La interpretación en la retórica posmoderna responde a un problema filosófico no encarado, a saber, el problema del conocimiento a partir de la mediación del lenguaje. La idea sumaria al respecto apunta a sostener que el lenguaje genera aquello que llamamos la realidad, sobre la cual nominamos a través de sus diversos aspectos (variados e indeterminados aún) asumiendo que lo que se dice corresponde a lo que se refiere. Sin embargo, como los análisis de la filosofía del lenguaje han permitido subrayar la complejidad de los usos del lenguaje y su reproducción institucional, lo que nominamos sería sólo una aproximación de lo que referimos. De ahí que la diversidad nominal en función del referente no pueda sostener la verdad lógica por correspondencia, a menos que ésta se circunscriba única y exclusivamente a la formalización lógica del análisis matemático y cuantitativo, más allá de ese tipo de análisis, la verdad no tendría ningún sentido. Eso genera dos consecuencias, por un lado, el calificativo de la verdad para aseverar la certeza de un conocimiento, pierde su función que legitima el conocimiento institucionalmente generado; por otro lado, no se puede referir con toda la seguridad del caso acerca de algo llamado como la realidad, a menos que aseveremos indiscutiblemente que ella es una construcción social, construida a través de juicios que refieran uno de sus aspectos más significativos.

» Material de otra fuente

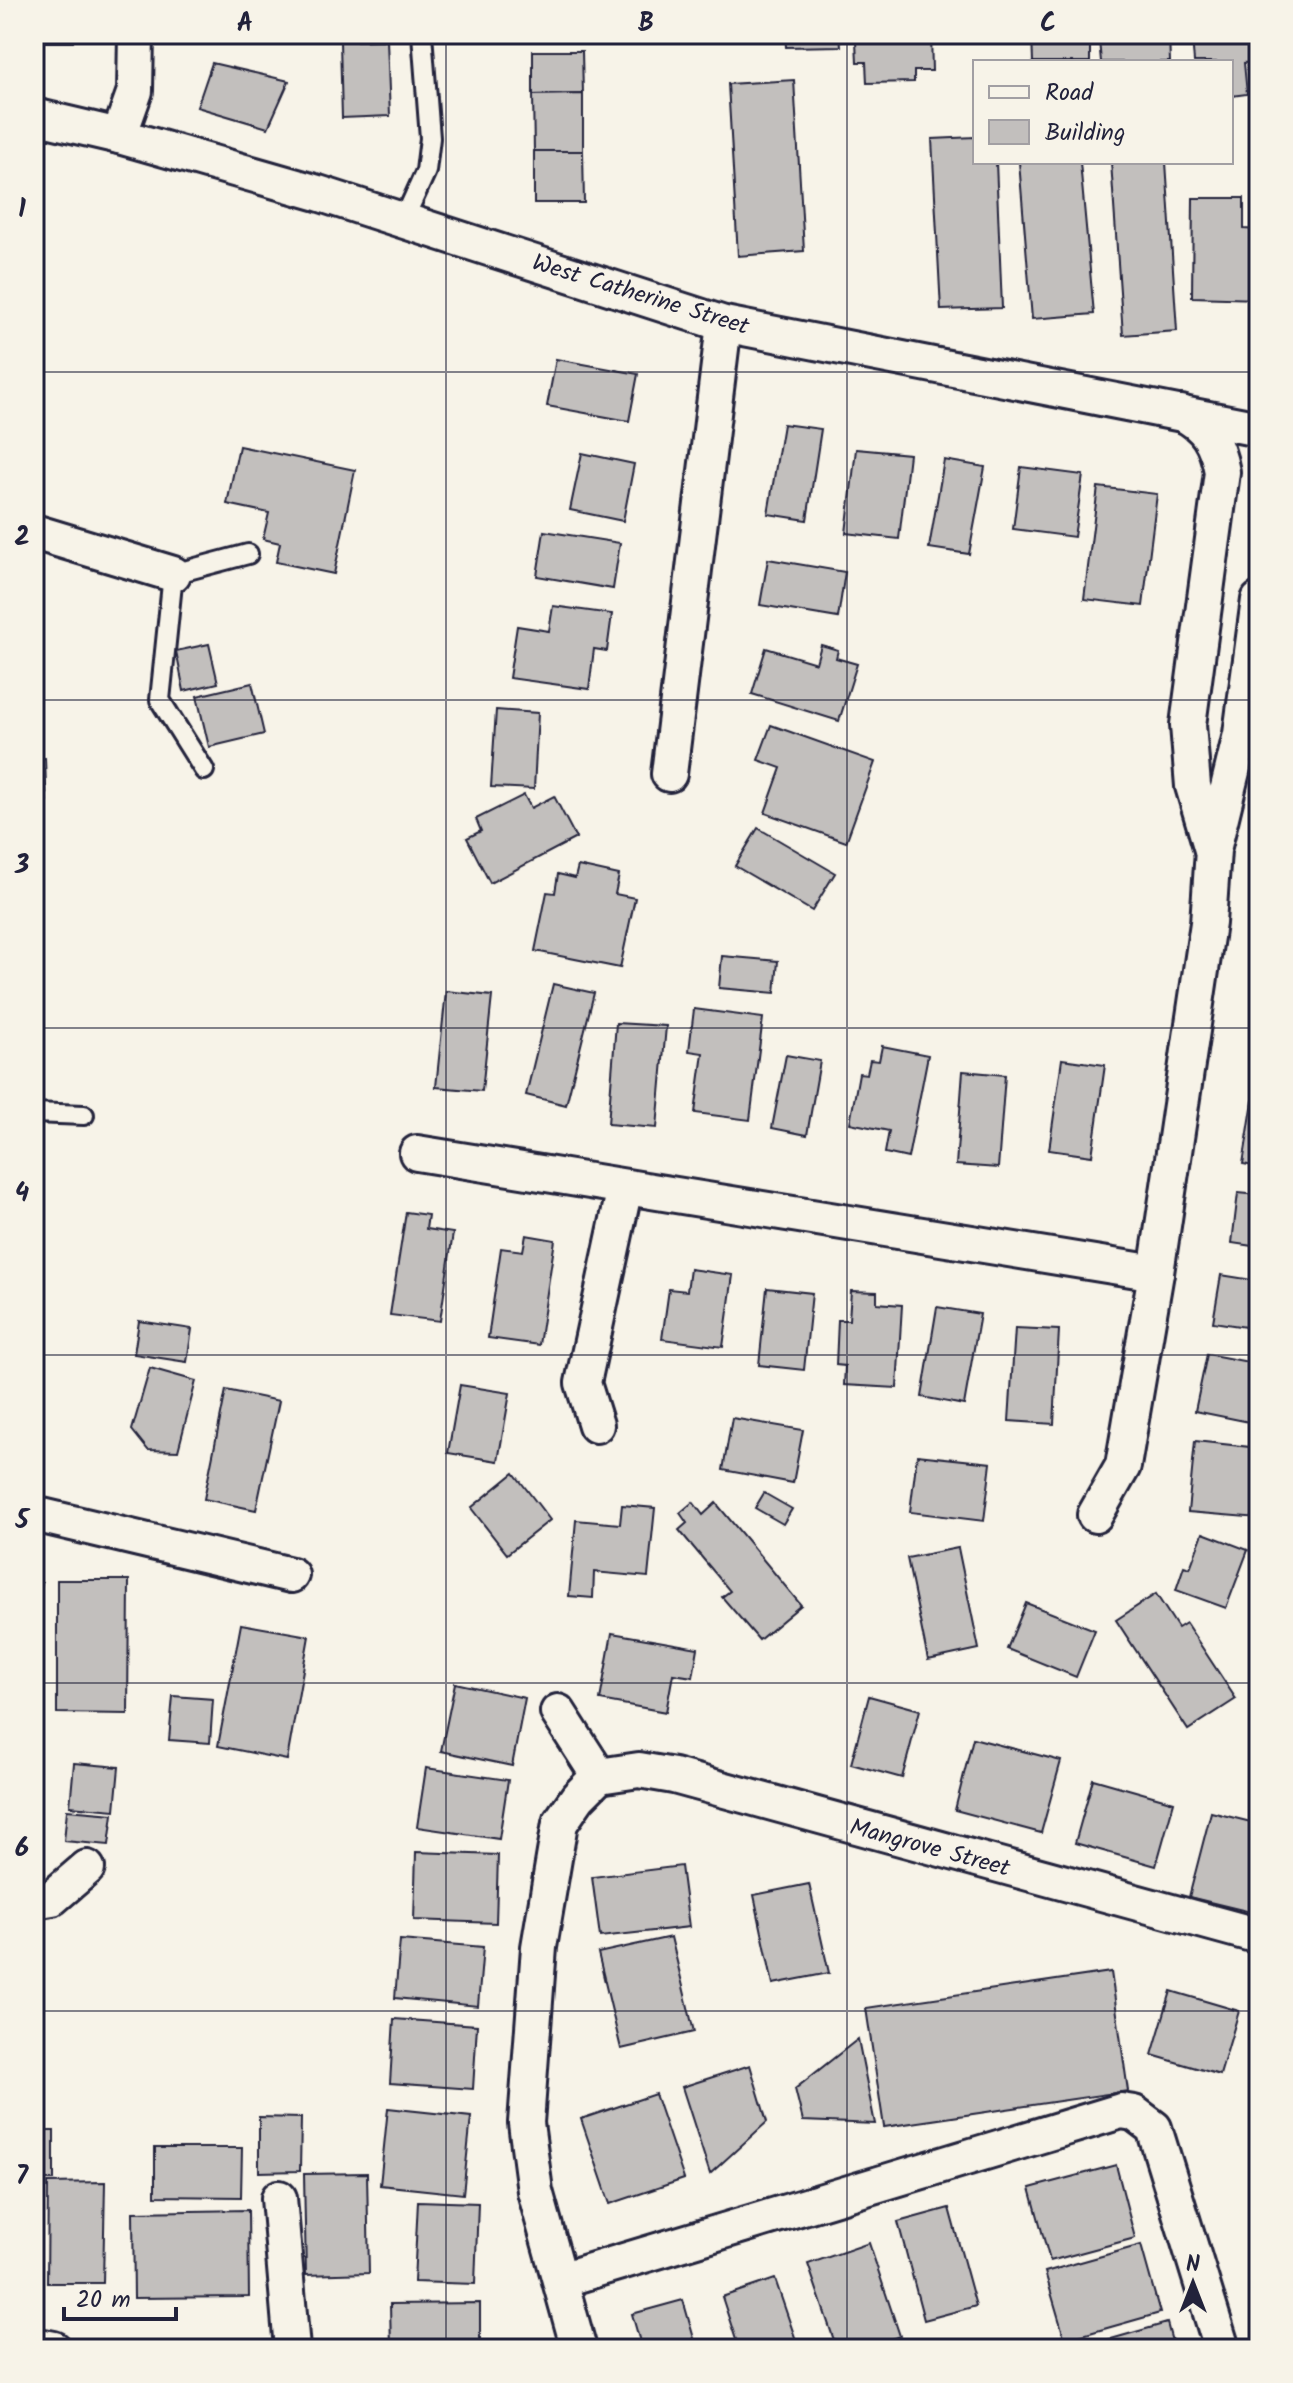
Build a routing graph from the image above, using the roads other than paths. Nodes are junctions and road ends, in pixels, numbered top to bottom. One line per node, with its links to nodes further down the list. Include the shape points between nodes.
1 (136, 34): 4 (street, via 135,91)
2 (422, 34): 5 (lane, via 430,138 426,171)
3 (34, 116): 4 (street, West Catherine Street)
4 (119, 136): 5 (street, West Catherine Street)
5 (404, 219): 6 (street, West Catherine Street)
6 (724, 324): 7 (street, West Catherine Street); 14 (street)
7 (1174, 410): 8 (street, West Catherine Street); 15 (street, via 1209,433 1222,472 1188,725 1193,786)
8 (1259, 429)
9 (34, 532): 11 (street)
10 (248, 554): 11 (lane)
11 (173, 574): 13 (lane, via 160,700)
12 (1259, 600): 15 (street, via 1241,734)
13 (204, 770)
14 (669, 774)
15 (1213, 850): 20 (street, via 1208,923)
16 (34, 1113): 17 (lane)
17 (84, 1115)
18 (417, 1153): 19 (street)
19 (625, 1187): 20 (street); 21 (street, via 583,1383)
20 (1156, 1273): 23 (street, via 1123,1466)
21 (596, 1425)
22 (34, 1514): 24 (street)
23 (1095, 1515)
24 (291, 1575)
25 (558, 1712): 26 (street)
26 (599, 1776): 29 (street, Mangrove Street, via 639,1770 674,1776); 31 (street, via 560,1823 539,1947 526,2123 535,2191)
27 (87, 1868): 28 (street, via 52,1898)
28 (34, 1901)
29 (1259, 1936)
30 (279, 2198): 34 (street)
31 (561, 2280): 35 (street); 36 (street, via 1121,2111 1134,2113 1154,2128)
32 (34, 2345): 33 (street)
33 (54, 2349)
34 (292, 2349)
35 (579, 2349)
36 (1222, 2349)

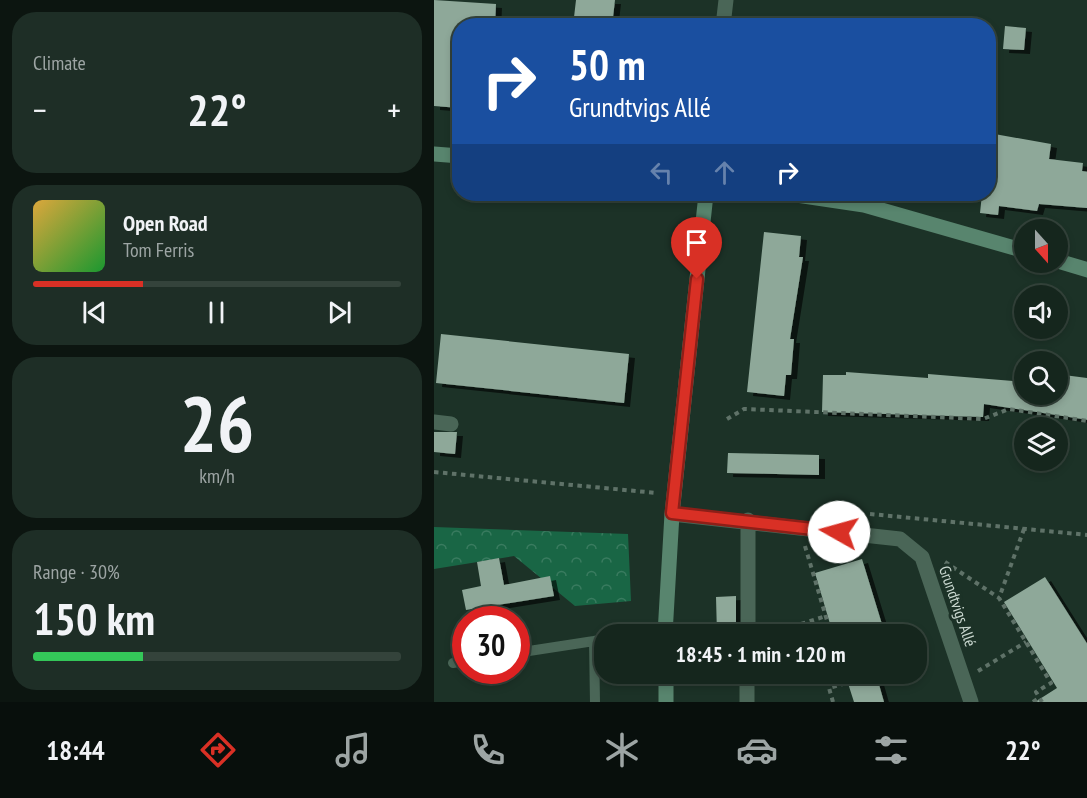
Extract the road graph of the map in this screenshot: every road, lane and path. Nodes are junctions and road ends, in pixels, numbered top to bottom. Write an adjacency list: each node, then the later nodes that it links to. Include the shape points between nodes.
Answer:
1 (726, 0): 2 (street)
2 (724, 18)
3 (434, 154): 4 (street)
4 (452, 155)
5 (705, 201): 14 (street)
6 (837, 201): 7 (street, via 864,205)
7 (1014, 248)
8 (1068, 264): 9 (street)
9 (1088, 270)
10 (727, 419): 11 (path, via 744,409 983,419 1009,409)
11 (1088, 421)
12 (434, 422): 13 (street)
13 (451, 424)
14 (672, 513): 15 (street, Grundtvigs Allé); 21 (street)
15 (748, 520): 16 (street, Grundtvigs Allé); 22 (street)
16 (799, 527): 18 (street, Grundtvigs Allé, via 900,539); 20 (path)
17 (1024, 529): 19 (path)
18 (922, 557): 19 (path, via 938,557); 28 (street, Grundtvigs Allé)
19 (999, 598): 26 (path)
20 (826, 616): 23 (path); 24 (path)
21 (665, 624)
22 (748, 624)
23 (801, 624)
24 (828, 624)
25 (594, 641): 27 (lane)
26 (1026, 642): 28 (path); 33 (path, via 1052,683 1036,692)
27 (530, 651)
28 (964, 680): 38 (street, Grundtvigs Allé)
29 (596, 684): 34 (lane)
30 (666, 684): 35 (street)
31 (747, 684): 36 (street)
32 (843, 684): 37 (path, via 829,688)
33 (1040, 700): 39 (path)
34 (595, 702)
35 (666, 702)
36 (747, 702)
37 (833, 702)
38 (971, 702)
39 (1033, 702)

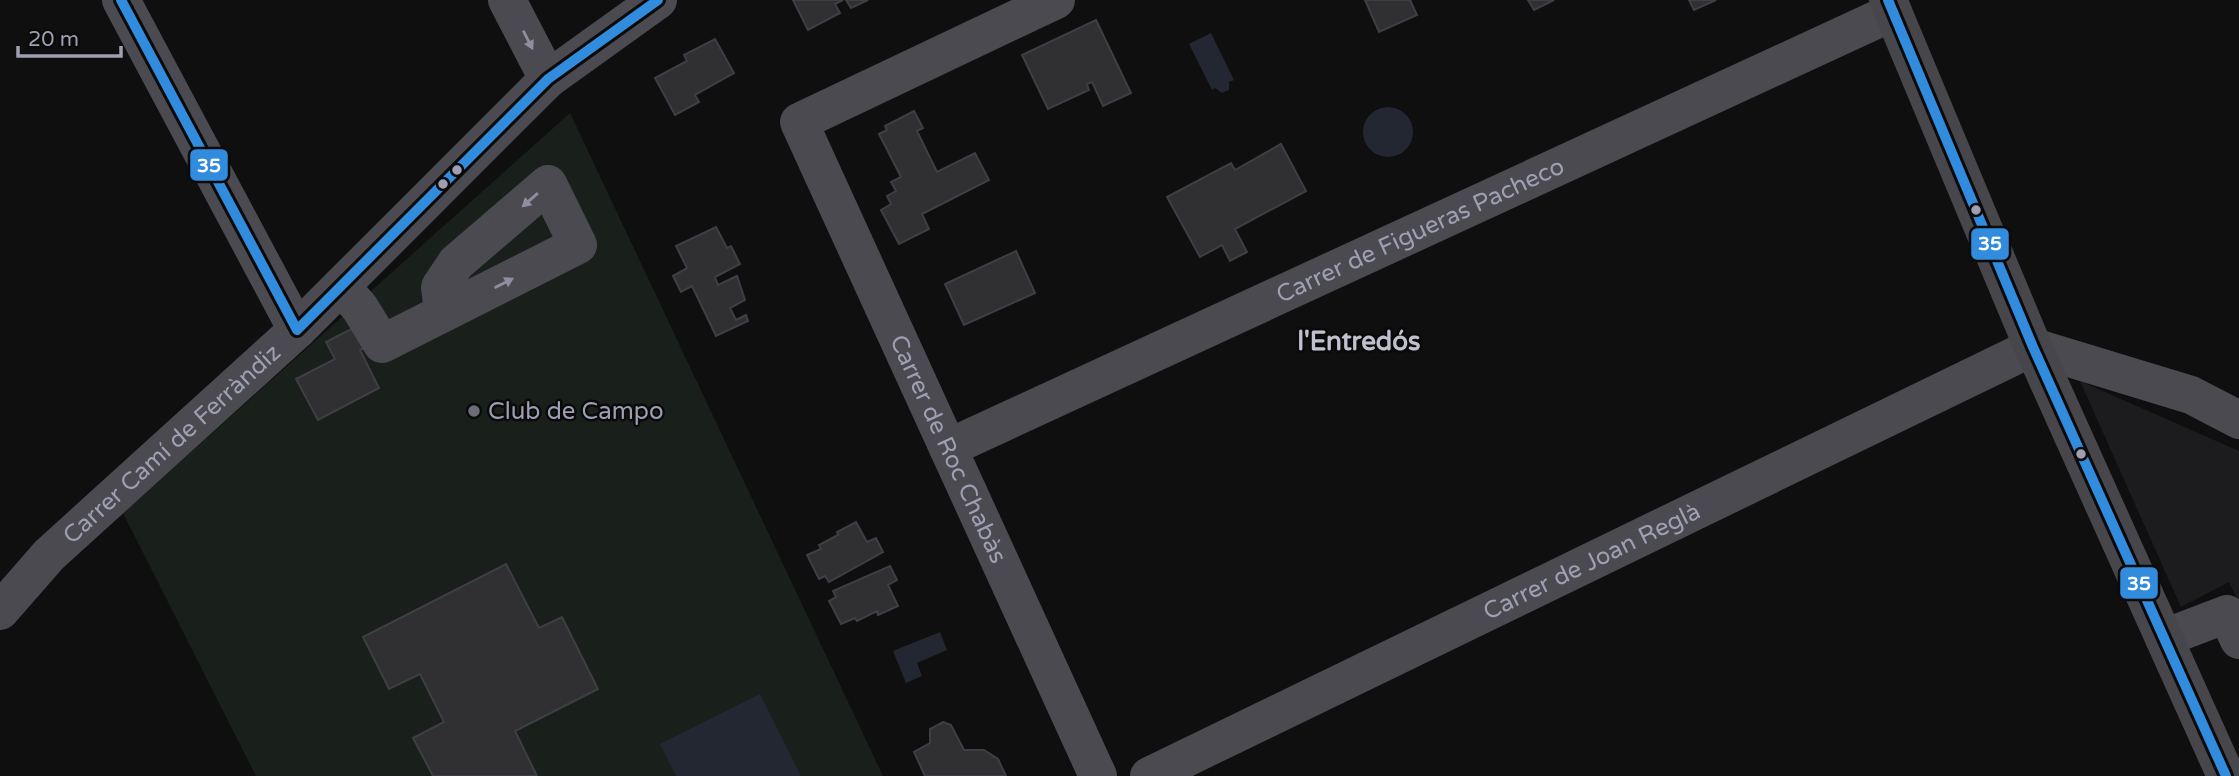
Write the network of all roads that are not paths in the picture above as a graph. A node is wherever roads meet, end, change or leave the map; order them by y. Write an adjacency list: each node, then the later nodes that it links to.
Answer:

Estas consecuencias en el uso retórico posmoderno, acerca de la verdad y la realidad, se patentiza significativamente a través del escarnio interrogativo: ¿la verdad de quién? Y como toda respuesta al respecto es obviamente tangencial, ya que sólo pretende acentuar la condición de la doxa (opinión), se soslaya toda mención al respecto de la verdad; o, en su defecto, se acusa tergiversadamente a todo aquel que la enuncie por pretender, no sólo la verdad, sino una verdad absoluta. El calificativo de absoluto responde a la reproducción de una relación política incongruentemente aceptada, a saber, el imperativo de la verdad absoluta es lo que sostiene a los regímenes totalitarios, y, por ende, aquel que pretenda una verdad, en el fondo pretende tácitamente tal sistema político. Por otro lado, con respecto a la realidad, es ya común en toda retórica posmoderna mencionarla siempre entre comillas o después de mencionarla hacer la aclaración monocorde de que la “realidad es una construcción social”. Pero no sólo la realidad se la enuncia entre comillas, sino a toda una serie de ideas que refieren o han sido consideradas parte de la realidad, fenómenicamente hablando, en los análisis de las ciencias y las humanidades durante la modernidad, a saber esa serie de dualismos muy significativos, primitivo/civilizado, desarrollo/subdesarrollo, mito/ciencia y demás. Así como también se presenta con cierto estigma a ciertas nociones, por el uso ligero e impreciso que se hace de ellas, como: progreso, positivismo, evolución, objetividad, dictadura, patriarcado y demás.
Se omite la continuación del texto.